Subsidiarity as Dogma versus prescription for improvements

Thus he states dogma when he could offer suggestions for delivering services more efficiently. He rightly criticizes bureaucratic government and the centralization that makes welfare pernicious. But he fails to recognize that the real problem with social welfare is that modern states, like the Catholic Church itself, by centralizing and hoarding resources deprive local authorities of the resources they needy in order to meet their needs. The modern state deprives local communities of the sorts of decision making authorities and structures -- local government -- that they need in order to meet their own needs. It is precisely because poor neighborhoods are poor that drug addiction, illegitimacy, unemployment and blight ravage neighborhoods. It is precisely because our system robs workers of income, robs wannabe workers of work, and makes it impossible for renters to own their homes or be safe and secure in their persons, that welfare became necessary as a kludge to replace functions that once were done by local parishes and community associations. He blames the victims.

He attacks welfare with all the thoughtless tropes of Right Wing intellectuals. In the process he confuses cause with effect, and deliberately ignores the role of racism, classicism and wealth in setting up the poor to fail. He gives lip service to "self governing adults" -- but that has to be part of the setup of local government. It can't be a tool to bash those living in cities or denied the protection of legislative, judicial and executive representation. Public welfare, should indeed be a responsibility of individuals and local government using the principles of financial and political subsidiarity.
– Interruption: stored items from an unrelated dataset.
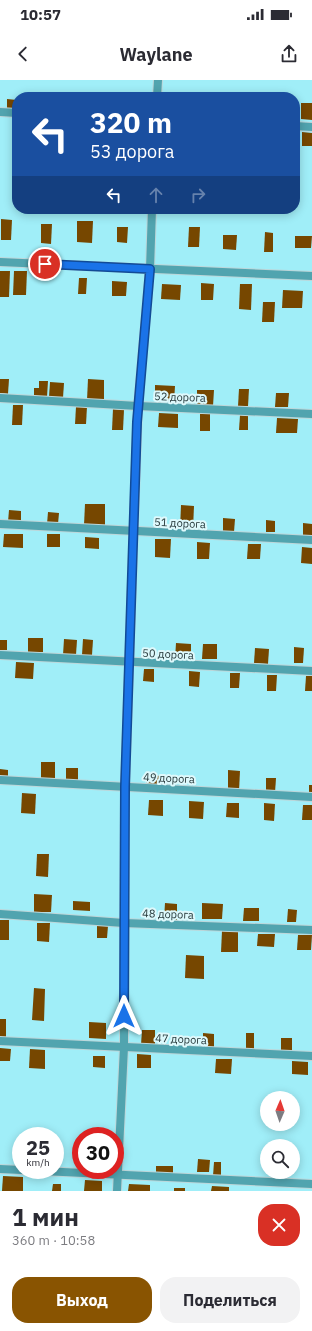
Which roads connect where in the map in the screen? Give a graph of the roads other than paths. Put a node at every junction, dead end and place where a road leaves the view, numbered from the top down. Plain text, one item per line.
1 (158, 80) edge
2 (157, 92) edge
3 (0, 112) edge
4 (12, 113) edge
5 (300, 126) edge
6 (312, 127) edge
7 (152, 214) edge
8 (0, 262) edge
9 (150, 269) junction
10 (312, 276) edge
11 (0, 398) edge
12 (138, 406) junction
13 (312, 414) edge
14 (0, 524) edge
15 (134, 532) junction
16 (312, 540) edge
17 (0, 655) edge
18 (129, 663) junction
19 (312, 671) edge
20 (0, 780) edge
21 (125, 787) junction
22 (312, 797) edge
23 (0, 914) edge
24 (124, 923) junction
25 (312, 930) edge
26 (0, 1041) edge
27 (124, 1047) junction
28 (312, 1056) edge
29 (120, 1127) edge
30 (0, 1169) edge
31 (72, 1173) edge
32 (124, 1175) edge
33 (117, 1179) edge
34 (312, 1184) edge
35 (117, 1191) edge

1 - 2 street
3 - 4 street
5 - 6 street
7 - 9 street
8 - 9 street
9 - 10 street
9 - 12 street
11 - 12 street, 52 дорога
12 - 13 street, 52 дорога
12 - 15 street
14 - 15 street, 51 дорога
15 - 16 street, 51 дорога
15 - 18 street
17 - 18 street, 50 дорога
18 - 19 street, 50 дорога
18 - 21 street
20 - 21 street, 49 дорога
21 - 22 street, 49 дорога
21 - 24 street
23 - 24 street, 48 дорога
24 - 25 street, 48 дорога
24 - 27 street
26 - 27 street, 47 дорога
27 - 28 street, 47 дорога
27 - 29 street
30 - 31 street
32 - 34 street
33 - 35 street

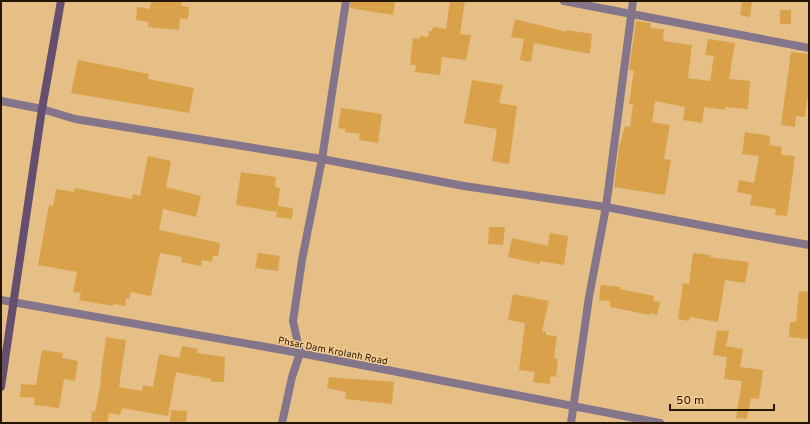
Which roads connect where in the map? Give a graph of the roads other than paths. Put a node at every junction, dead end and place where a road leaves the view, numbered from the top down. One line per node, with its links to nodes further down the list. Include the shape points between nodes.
1 (61, 1): 8 (street)
2 (346, 1): 9 (street)
3 (564, 1): 5 (street)
4 (633, 1): 5 (street)
5 (632, 14): 6 (street); 10 (street)
6 (809, 48)
7 (1, 101): 8 (street)
8 (42, 109): 9 (street, via 75,119); 13 (street)
9 (322, 159): 10 (street, via 464,186); 14 (street, via 293,321)
10 (606, 206): 11 (street); 16 (street, via 589,297)
11 (809, 245)
12 (1, 300): 13 (street, Phsar Dam Krolanh Road)
13 (13, 302): 14 (street, Phsar Dam Krolanh Road); 15 (street)
14 (300, 353): 16 (street, Phsar Dam Krolanh Road); 17 (street)
15 (1, 387)
16 (574, 408): 18 (street); 19 (street, Phsar Dam Krolanh Road)
17 (282, 423)
18 (571, 423)
19 (660, 423)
But they should be supported and supervised by people representing general government.

Using Jouvenal to attack Democracy

Rather than state his own ideas, Anderson quotes Bertrand de Jouvenal, to blame the enlightenment and democracy itself as the cause of totalitarianism and authoritarianism. Jouvenal was a fascist in the 30's. And that regressive attitude informs Anderson's book and his review of his writings. He identifies "Power" with the "Minotour" of Minoan myth. He claims that western democracies embrasure of dominance, which he dismissed earlier when he criticized "Empire", leads to totalitarianism. He identifies this with the doctrine of the "people" claiming that the problem is the denial of divine lawmaking in favor of human lawmaking. Rule of law with popular sovereignty. And then claims that a loss of "objective standards" leads to a moral relativism, selfishness and an erosion of civil society. In his mind the threat comes from secularization. His book in general discounts the role that authoritarianism exerts in fueling totalitarianism. Jouvenal himself was an authoritarian. His vision of a restored order to society was fascist.
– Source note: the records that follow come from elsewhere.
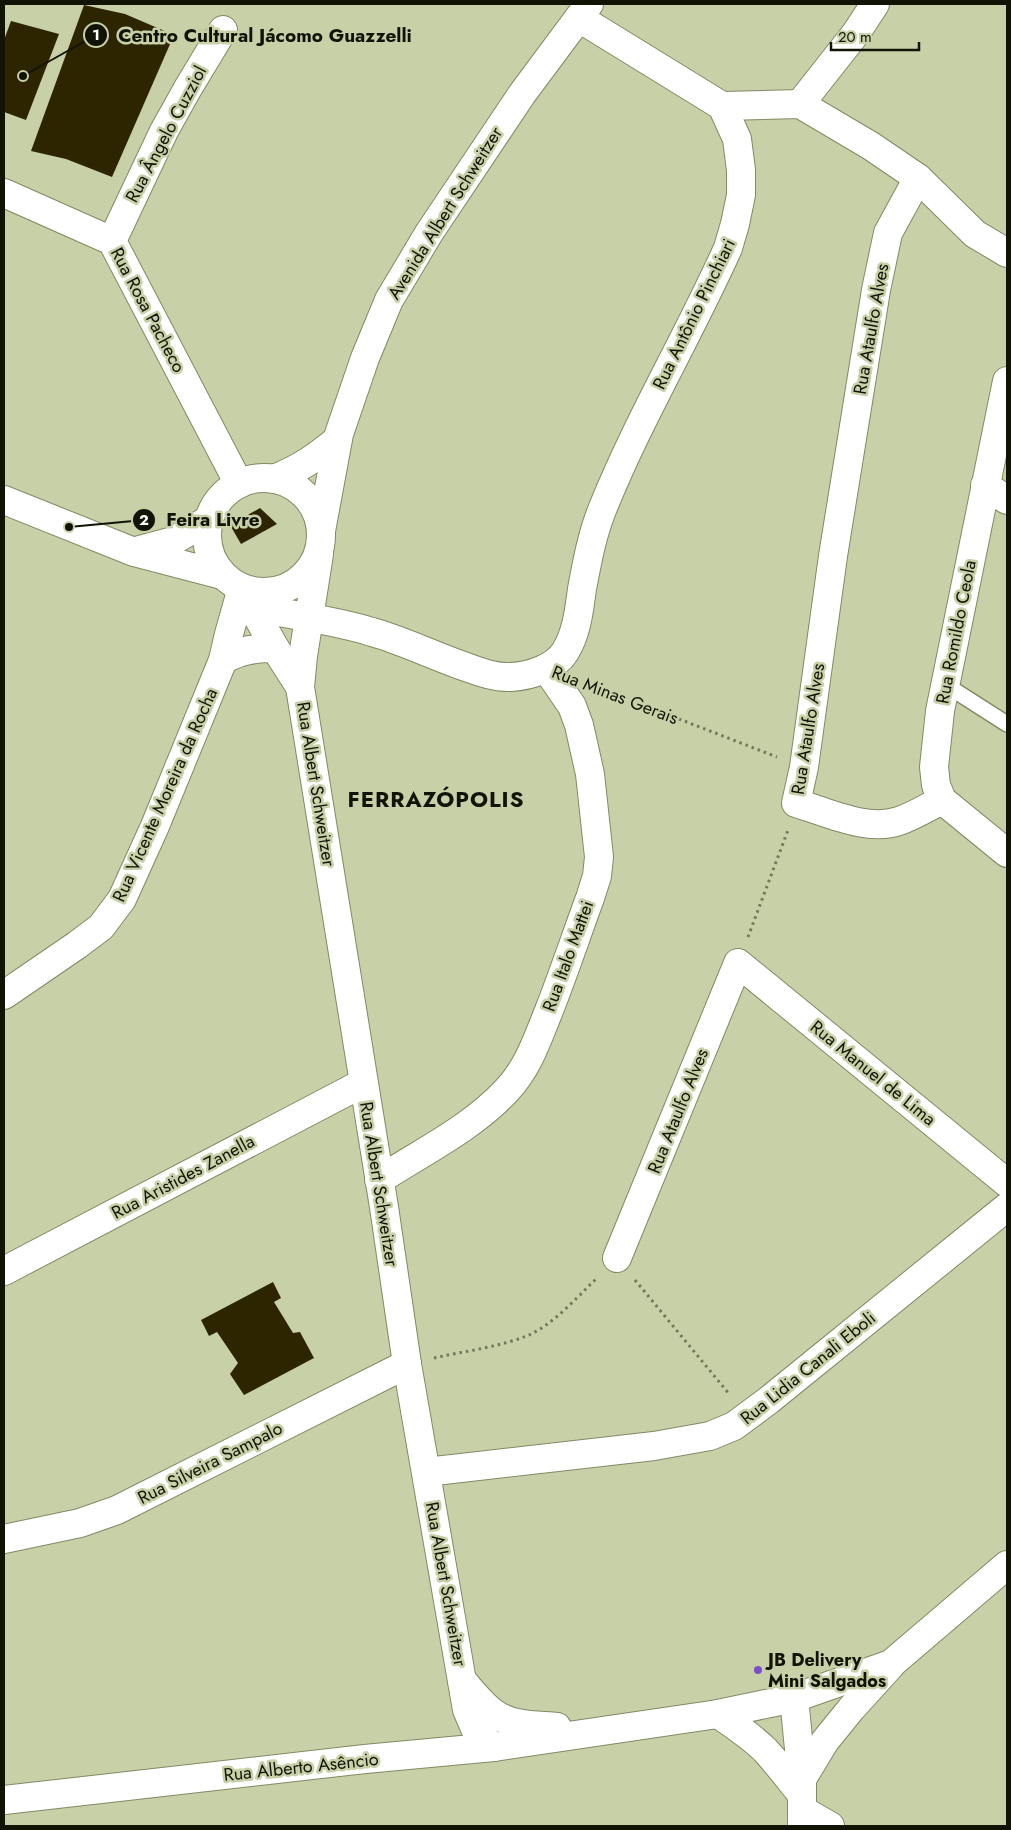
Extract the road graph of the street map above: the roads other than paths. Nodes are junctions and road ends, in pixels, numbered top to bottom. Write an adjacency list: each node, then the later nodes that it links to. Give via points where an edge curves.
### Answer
1 (875, 4): 4 (street)
2 (584, 11): 5 (street); 11 (street, Avenida Albert Schweitzer, via 522,94 429,233 389,300)
3 (223, 30): 8 (street, Rua Ângelo Cuzziol, via 164,131)
4 (800, 104): 5 (street); 6 (street, via 856,136)
5 (722, 106): 24 (street, Rua Antônio Pinchiari, via 737,139 741,170 741,195 728,248 628,449 601,512 572,639 558,661)
6 (918, 178): 9 (street, via 975,234); 28 (street, Rua Ataulfo Alves, via 888,233 876,290 796,803 868,824 884,824 899,821)
7 (4, 193): 8 (street, Rua Rosa Pacheco)
8 (112, 240): 13 (street, Rua Rosa Pacheco)
9 (1007, 253)
10 (1007, 381): 14 (street, Rua Romildo Ceola)
11 (337, 440): 12 (street, via 311,462); 18 (street, Avenida Albert Schweitzer)
12 (274, 479): 13 (street); 18 (street, via 290,484 313,505 320,520)
13 (238, 484): 17 (street, via 219,498)
14 (985, 485): 16 (street); 25 (street, Rua Romildo Ceola)
15 (4, 500): 19 (street, Rua Minas Gerais)
16 (1007, 500)
17 (208, 520): 19 (street, via 173,541); 20 (street, via 208,549 215,566)
18 (320, 542): 20 (street, via 313,566 294,584 268,592); 21 (street, Rua Albert Schweitzer)
19 (134, 552): 20 (street, Rua Minas Gerais)
20 (238, 590): 21 (street, Rua Minas Gerais); 22 (street, Rua Albert Schweitzer); 23 (street, Rua Vicente Moreira da Rocha)
21 (308, 618): 24 (street, Rua Minas Gerais, via 373,632 492,676 518,676); 26 (street, Rua Albert Schweitzer)
22 (276, 648): 23 (street, via 251,649); 26 (street, Rua Albert Schweitzer)
23 (223, 660): 31 (street, Rua Vicente Moreira da Rocha, via 122,900 101,927)
24 (546, 668): 33 (street, Rua Italo Mattei, via 574,712 590,774 599,857 590,898 539,1035 518,1076 490,1107)
25 (946, 685): 27 (lane); 28 (street, Rua Romildo Ceola, via 934,767)
26 (300, 687): 32 (street, Rua Albert Schweitzer)
27 (1007, 724)
28 (942, 800): 29 (street)
29 (1007, 853)
30 (738, 963): 34 (street, Rua Manuel de Lima); 36 (street, Rua Ataulfo Alves)
31 (4, 995)
32 (363, 1083): 33 (street, Rua Albert Schweitzer); 37 (street, Rua Aristides Zanella)
33 (379, 1180): 38 (street, Rua Albert Schweitzer)
34 (1007, 1183)
35 (1007, 1207): 39 (street, Rua Lidia Canali Eboli, via 734,1426 710,1436 654,1446)
36 (617, 1258)
37 (4, 1271)
38 (407, 1364): 39 (street, Rua Albert Schweitzer); 40 (street, Rua Silveira Sampalo, via 117,1510 80,1523)
39 (426, 1472): 43 (street, Rua Albert Schweitzer)
40 (4, 1539)
41 (1007, 1565): 42 (street)
42 (892, 1664): 44 (street, Rua Alberto Asêncio); 50 (street, via 825,1741)
43 (462, 1680): 46 (street, Rua Alberto Asêncio, via 505,1720); 47 (street, Rua Albert Schweitzer, via 472,1725); 48 (street, Rua Albert Schweitzer, via 453,1727 438,1743)
44 (794, 1698): 45 (street, Rua Alberto Asêncio); 50 (street)
45 (718, 1714): 46 (street, Rua Alberto Asêncio); 50 (street, via 764,1750 784,1772)
46 (598, 1731): 47 (street, Rua Alberto Asêncio)
47 (494, 1747): 48 (street, Rua Alberto Asêncio)
48 (420, 1754): 49 (street, Rua Alberto Asêncio)
49 (4, 1800)
50 (802, 1803): 51 (street)
51 (830, 1826)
But Anderson soft pedals that side of the story. He is right that demagogues take advantage of the people and stir up mobs in the name of restoring some vision of a utopian past civil order, that usually never existed. But usually the demagogues use religion as a tool and themselves are expert practitioners of the tools of sophism. Persons who are Exploitive, Manipulative have an Amoral orientation and are Manipulative, tend to be perfectly willing to use notions of rule of law and civil behavior to dominate and control mobs from among the masses of people. Both direct democracy, other forms of order and "thick community" may be impossible in our modern world at the level of general government, but they are possible and plausible if governments are organized as federated hierarchies. He is right to identify that "noxious activities" should be prohibited. But Jouvenal, and therefore Anderson, offers a dour analysis, with no prescriptive power. He argues against redistribution without even trying to refute the evils of monopoly and massive inequality he dismissed so readily earlier but admits in his discussion of Jouvenal.

He finishes his book with an effort to resurrect a zombie version of Sartre and concludes his book "we need no ideologies, no programs...but by connecting with our preliberal past..." Oh God, spare me a return to the middle ages! Read this book critically folks.